• [Exercise prompt] Your task is to return all the entries below exactly, with every picture omitted.

________________

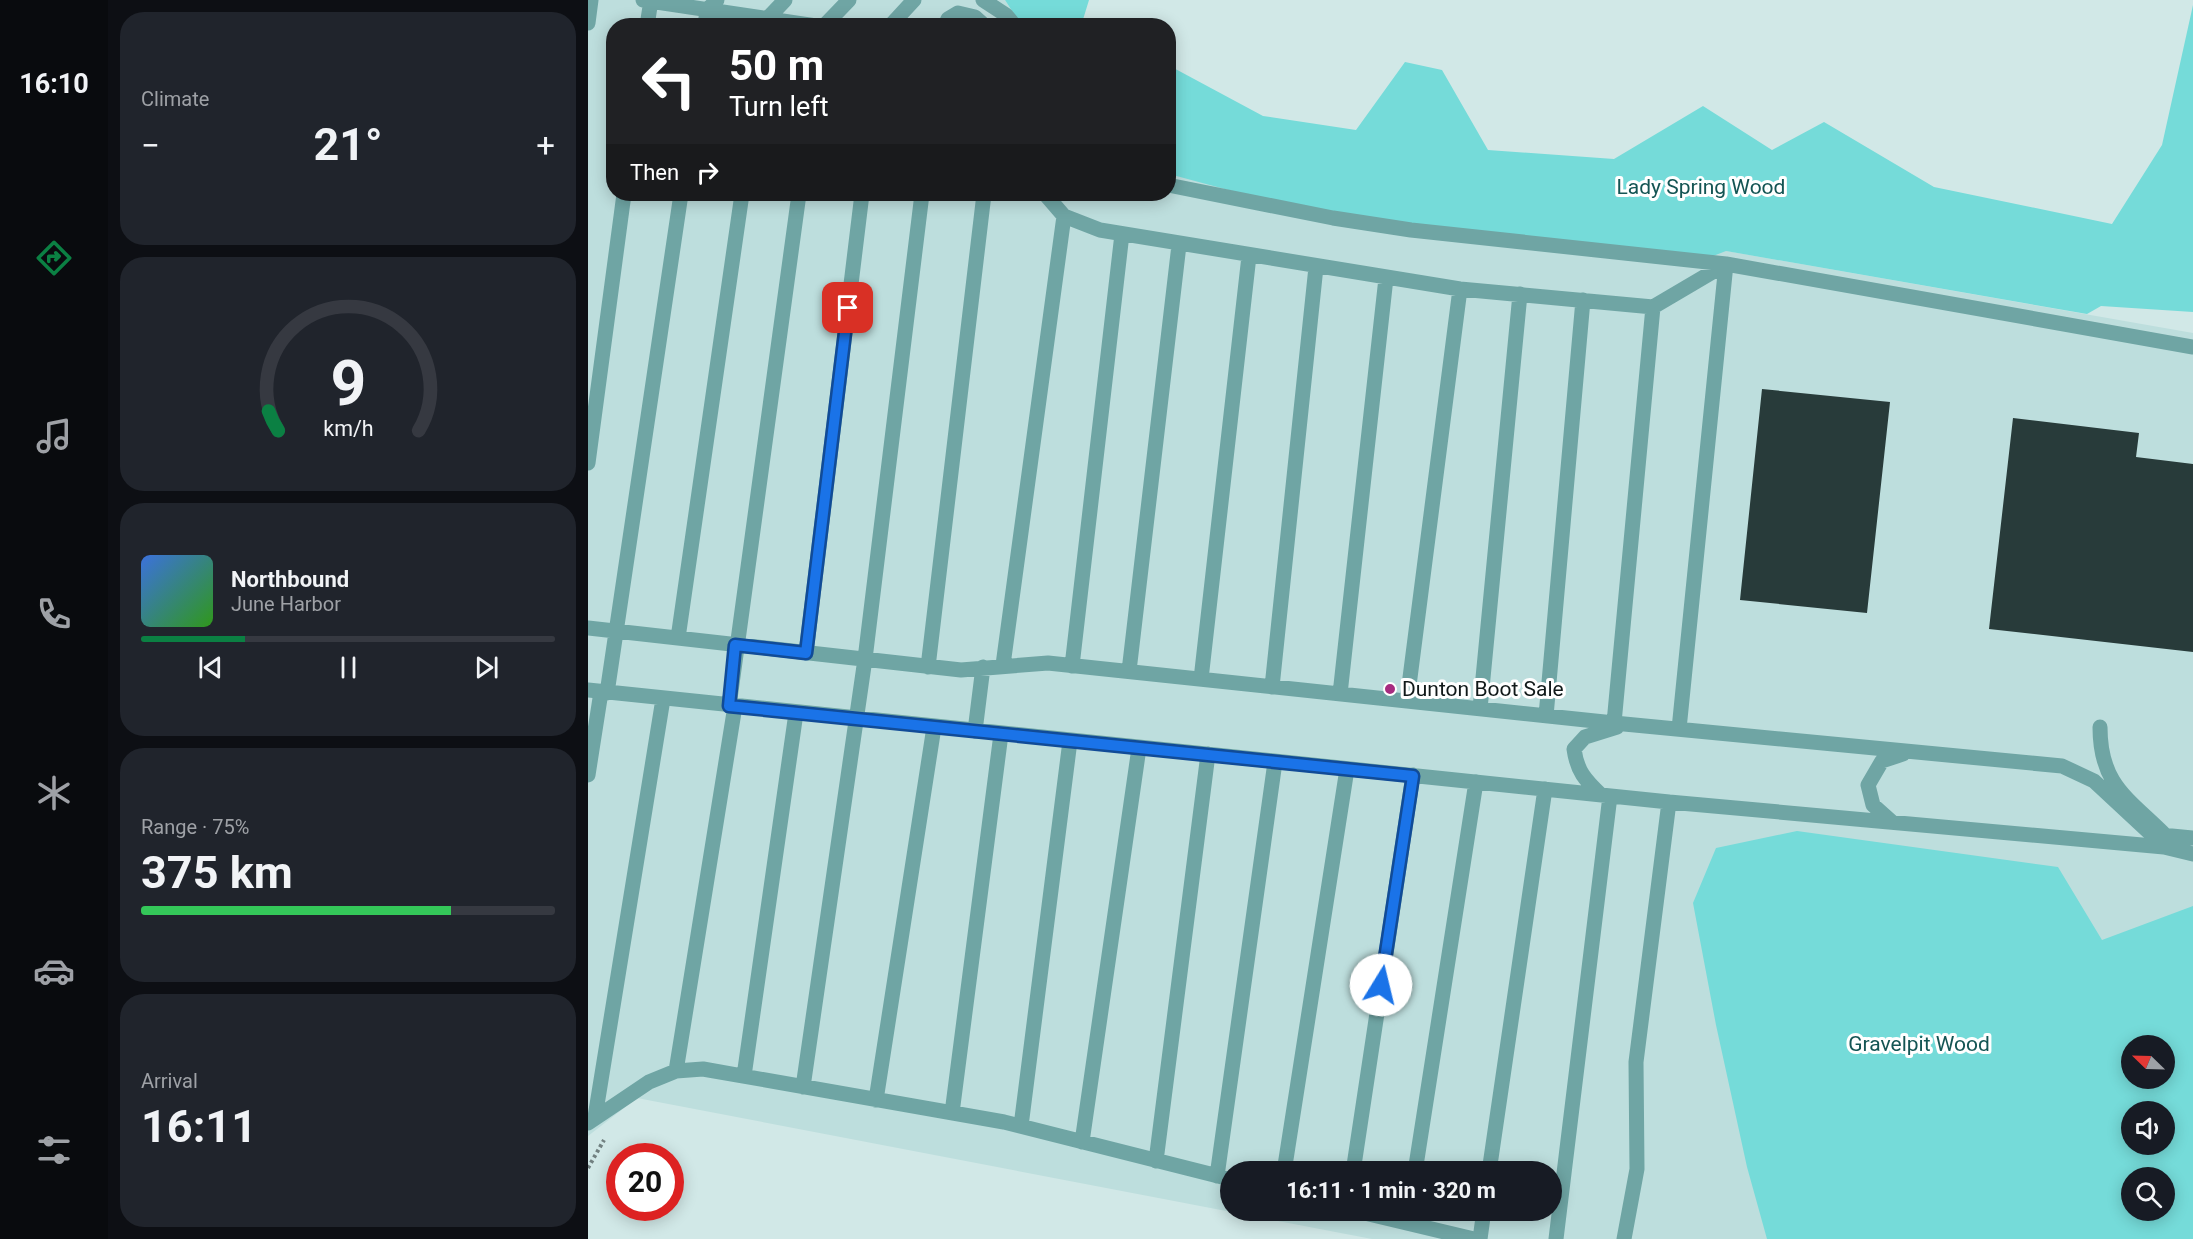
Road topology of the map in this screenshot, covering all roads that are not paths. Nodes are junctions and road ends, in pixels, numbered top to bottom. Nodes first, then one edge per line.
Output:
1 (591, 0) edge
2 (648, 0) edge
3 (785, 0) edge
4 (849, 0) edge
5 (914, 0) edge
6 (983, 0) edge
7 (712, 5) edge
8 (647, 18) edge
9 (754, 18) edge
10 (770, 18) edge
11 (832, 18) edge
12 (897, 18) edge
13 (950, 18) edge
14 (976, 18) edge
15 (1008, 18) edge
16 (588, 23) edge
17 (1176, 188) edge
18 (623, 201) edge
19 (680, 201) edge
20 (741, 201) edge
21 (798, 201) edge
22 (861, 201) edge
23 (921, 201) edge
24 (983, 201) edge
25 (1051, 201) edge
26 (1064, 216) junction
27 (1122, 234) junction
28 (1179, 245) junction
29 (1249, 256) junction
30 (1726, 264) junction
31 (1316, 267) junction
32 (1386, 278) junction
33 (1460, 289) junction
34 (1520, 294) junction
35 (1583, 300) junction
36 (1653, 307) junction
37 (2193, 347) edge
38 (588, 463) edge
39 (588, 628) edge
40 (618, 632) junction
41 (678, 638) junction
42 (735, 645) junction
43 (806, 653) junction
44 (865, 659) junction
45 (1003, 665) junction
46 (1072, 666) junction
47 (928, 667) junction
48 (983, 667) junction
49 (1129, 671) junction
50 (1201, 679) junction
51 (1272, 687) junction
52 (599, 692) edge
53 (1340, 694) junction
54 (663, 699) junction
55 (1407, 701) junction
56 (732, 706) junction
57 (1480, 709) junction
58 (796, 712) junction
59 (1546, 716) junction
60 (856, 719) junction
61 (1614, 723) junction
62 (1630, 724) junction
63 (934, 727) junction
64 (2100, 727) dead end
65 (1678, 729) junction
66 (975, 731) junction
67 (1001, 734) junction
68 (1070, 741) junction
69 (1139, 748) junction
70 (1913, 752) junction
71 (1208, 754) junction
72 (1275, 762) junction
73 (1347, 769) junction
74 (588, 775) edge
75 (1413, 776) junction
76 (1476, 782) junction
77 (1545, 789) junction
78 (1605, 795) junction
79 (1669, 802) junction
80 (1892, 822) junction
81 (2167, 836) junction
82 (2193, 838) edge
83 (2193, 854) edge
84 (676, 1071) junction
85 (744, 1076) junction
86 (803, 1087) junction
87 (876, 1100) junction
88 (952, 1113) junction
89 (591, 1120) edge
90 (1021, 1126) junction
91 (1082, 1142) junction
92 (1156, 1161) junction
93 (1225, 1161) edge
94 (1286, 1161) edge
95 (1355, 1161) edge
96 (1417, 1161) edge
97 (1491, 1161) edge
98 (1220, 1177) edge
99 (1420, 1221) edge
100 (1482, 1221) edge
101 (1474, 1239) edge
102 (1480, 1239) edge
103 (1556, 1239) edge
104 (1624, 1239) edge

1 - 16 lane
2 - 7 lane
2 - 8 lane
3 - 10 lane
4 - 11 lane
5 - 12 lane
6 - 15 lane
7 - 9 lane
13 - 14 lane
17 - 30 lane
18 - 38 lane
19 - 40 lane
20 - 41 lane
21 - 42 lane
22 - 43 lane
23 - 44 lane
24 - 47 lane
25 - 26 lane
26 - 27 lane
26 - 45 lane
27 - 28 lane
27 - 46 lane
28 - 29 lane
28 - 49 lane
29 - 31 lane
29 - 50 lane
30 - 36 lane
30 - 37 lane
30 - 65 lane
31 - 32 lane
31 - 51 lane
32 - 33 lane
32 - 53 lane
33 - 34 lane
33 - 55 lane
34 - 35 lane
34 - 57 lane
35 - 36 lane
35 - 59 lane
36 - 61 lane
39 - 40 lane
40 - 41 lane
40 - 52 lane
41 - 42 lane
42 - 43 lane
42 - 56 lane
43 - 44 lane
44 - 47 lane
44 - 60 lane
45 - 46 lane
45 - 48 lane
46 - 49 lane
47 - 48 lane
48 - 66 lane
49 - 50 lane
50 - 51 lane
51 - 53 lane
52 - 54 lane
52 - 74 lane
53 - 55 lane
54 - 56 lane
54 - 89 lane
55 - 57 lane
56 - 58 lane
56 - 84 lane
57 - 59 lane
58 - 60 lane
58 - 85 lane
59 - 61 lane
60 - 63 lane
60 - 86 lane
61 - 62 lane
62 - 65 lane
62 - 78 lane
63 - 66 lane
63 - 87 lane
64 - 81 lane
65 - 70 lane
66 - 67 lane
67 - 68 lane
67 - 88 lane
68 - 69 lane
68 - 90 lane
69 - 71 lane
69 - 91 lane
70 - 80 lane
70 - 81 lane
71 - 72 lane
71 - 92 lane
72 - 73 lane
72 - 93 lane
73 - 75 lane
73 - 94 lane
75 - 76 lane
75 - 95 lane
76 - 77 lane
76 - 96 lane
77 - 78 lane
77 - 97 lane
78 - 79 lane
78 - 103 lane
79 - 80 lane
79 - 104 lane
80 - 83 lane
81 - 82 lane
84 - 85 lane
84 - 89 lane
85 - 86 lane
86 - 87 lane
87 - 88 lane
88 - 90 lane
90 - 91 lane
91 - 92 lane
92 - 98 lane
99 - 101 lane
100 - 102 lane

________________

• [Solution]
Road topology of the map in this screenshot, covering all roads that are not paths. Nodes are junctions and road ends, in pixels, numbered top to bottom. Nodes first, then one edge per line.
Output:
1 (591, 0) edge
2 (648, 0) edge
3 (785, 0) edge
4 (849, 0) edge
5 (914, 0) edge
6 (983, 0) edge
7 (712, 5) edge
8 (647, 18) edge
9 (754, 18) edge
10 (770, 18) edge
11 (832, 18) edge
12 (897, 18) edge
13 (950, 18) edge
14 (976, 18) edge
15 (1008, 18) edge
16 (588, 23) edge
17 (1176, 188) edge
18 (623, 201) edge
19 (680, 201) edge
20 (741, 201) edge
21 (798, 201) edge
22 (861, 201) edge
23 (921, 201) edge
24 (983, 201) edge
25 (1051, 201) edge
26 (1064, 216) junction
27 (1122, 234) junction
28 (1179, 245) junction
29 (1249, 256) junction
30 (1726, 264) junction
31 (1316, 267) junction
32 (1386, 278) junction
33 (1460, 289) junction
34 (1520, 294) junction
35 (1583, 300) junction
36 (1653, 307) junction
37 (2193, 347) edge
38 (588, 463) edge
39 (588, 628) edge
40 (618, 632) junction
41 (678, 638) junction
42 (735, 645) junction
43 (806, 653) junction
44 (865, 659) junction
45 (1003, 665) junction
46 (1072, 666) junction
47 (928, 667) junction
48 (983, 667) junction
49 (1129, 671) junction
50 (1201, 679) junction
51 (1272, 687) junction
52 (599, 692) edge
53 (1340, 694) junction
54 (663, 699) junction
55 (1407, 701) junction
56 (732, 706) junction
57 (1480, 709) junction
58 (796, 712) junction
59 (1546, 716) junction
60 (856, 719) junction
61 (1614, 723) junction
62 (1630, 724) junction
63 (934, 727) junction
64 (2100, 727) dead end
65 (1678, 729) junction
66 (975, 731) junction
67 (1001, 734) junction
68 (1070, 741) junction
69 (1139, 748) junction
70 (1913, 752) junction
71 (1208, 754) junction
72 (1275, 762) junction
73 (1347, 769) junction
74 (588, 775) edge
75 (1413, 776) junction
76 (1476, 782) junction
77 (1545, 789) junction
78 (1605, 795) junction
79 (1669, 802) junction
80 (1892, 822) junction
81 (2167, 836) junction
82 (2193, 838) edge
83 (2193, 854) edge
84 (676, 1071) junction
85 (744, 1076) junction
86 (803, 1087) junction
87 (876, 1100) junction
88 (952, 1113) junction
89 (591, 1120) edge
90 (1021, 1126) junction
91 (1082, 1142) junction
92 (1156, 1161) junction
93 (1225, 1161) edge
94 (1286, 1161) edge
95 (1355, 1161) edge
96 (1417, 1161) edge
97 (1491, 1161) edge
98 (1220, 1177) edge
99 (1420, 1221) edge
100 (1482, 1221) edge
101 (1474, 1239) edge
102 (1480, 1239) edge
103 (1556, 1239) edge
104 (1624, 1239) edge

1 - 16 lane
2 - 7 lane
2 - 8 lane
3 - 10 lane
4 - 11 lane
5 - 12 lane
6 - 15 lane
7 - 9 lane
13 - 14 lane
17 - 30 lane
18 - 38 lane
19 - 40 lane
20 - 41 lane
21 - 42 lane
22 - 43 lane
23 - 44 lane
24 - 47 lane
25 - 26 lane
26 - 27 lane
26 - 45 lane
27 - 28 lane
27 - 46 lane
28 - 29 lane
28 - 49 lane
29 - 31 lane
29 - 50 lane
30 - 36 lane
30 - 37 lane
30 - 65 lane
31 - 32 lane
31 - 51 lane
32 - 33 lane
32 - 53 lane
33 - 34 lane
33 - 55 lane
34 - 35 lane
34 - 57 lane
35 - 36 lane
35 - 59 lane
36 - 61 lane
39 - 40 lane
40 - 41 lane
40 - 52 lane
41 - 42 lane
42 - 43 lane
42 - 56 lane
43 - 44 lane
44 - 47 lane
44 - 60 lane
45 - 46 lane
45 - 48 lane
46 - 49 lane
47 - 48 lane
48 - 66 lane
49 - 50 lane
50 - 51 lane
51 - 53 lane
52 - 54 lane
52 - 74 lane
53 - 55 lane
54 - 56 lane
54 - 89 lane
55 - 57 lane
56 - 58 lane
56 - 84 lane
57 - 59 lane
58 - 60 lane
58 - 85 lane
59 - 61 lane
60 - 63 lane
60 - 86 lane
61 - 62 lane
62 - 65 lane
62 - 78 lane
63 - 66 lane
63 - 87 lane
64 - 81 lane
65 - 70 lane
66 - 67 lane
67 - 68 lane
67 - 88 lane
68 - 69 lane
68 - 90 lane
69 - 71 lane
69 - 91 lane
70 - 80 lane
70 - 81 lane
71 - 72 lane
71 - 92 lane
72 - 73 lane
72 - 93 lane
73 - 75 lane
73 - 94 lane
75 - 76 lane
75 - 95 lane
76 - 77 lane
76 - 96 lane
77 - 78 lane
77 - 97 lane
78 - 79 lane
78 - 103 lane
79 - 80 lane
79 - 104 lane
80 - 83 lane
81 - 82 lane
84 - 85 lane
84 - 89 lane
85 - 86 lane
86 - 87 lane
87 - 88 lane
88 - 90 lane
90 - 91 lane
91 - 92 lane
92 - 98 lane
99 - 101 lane
100 - 102 lane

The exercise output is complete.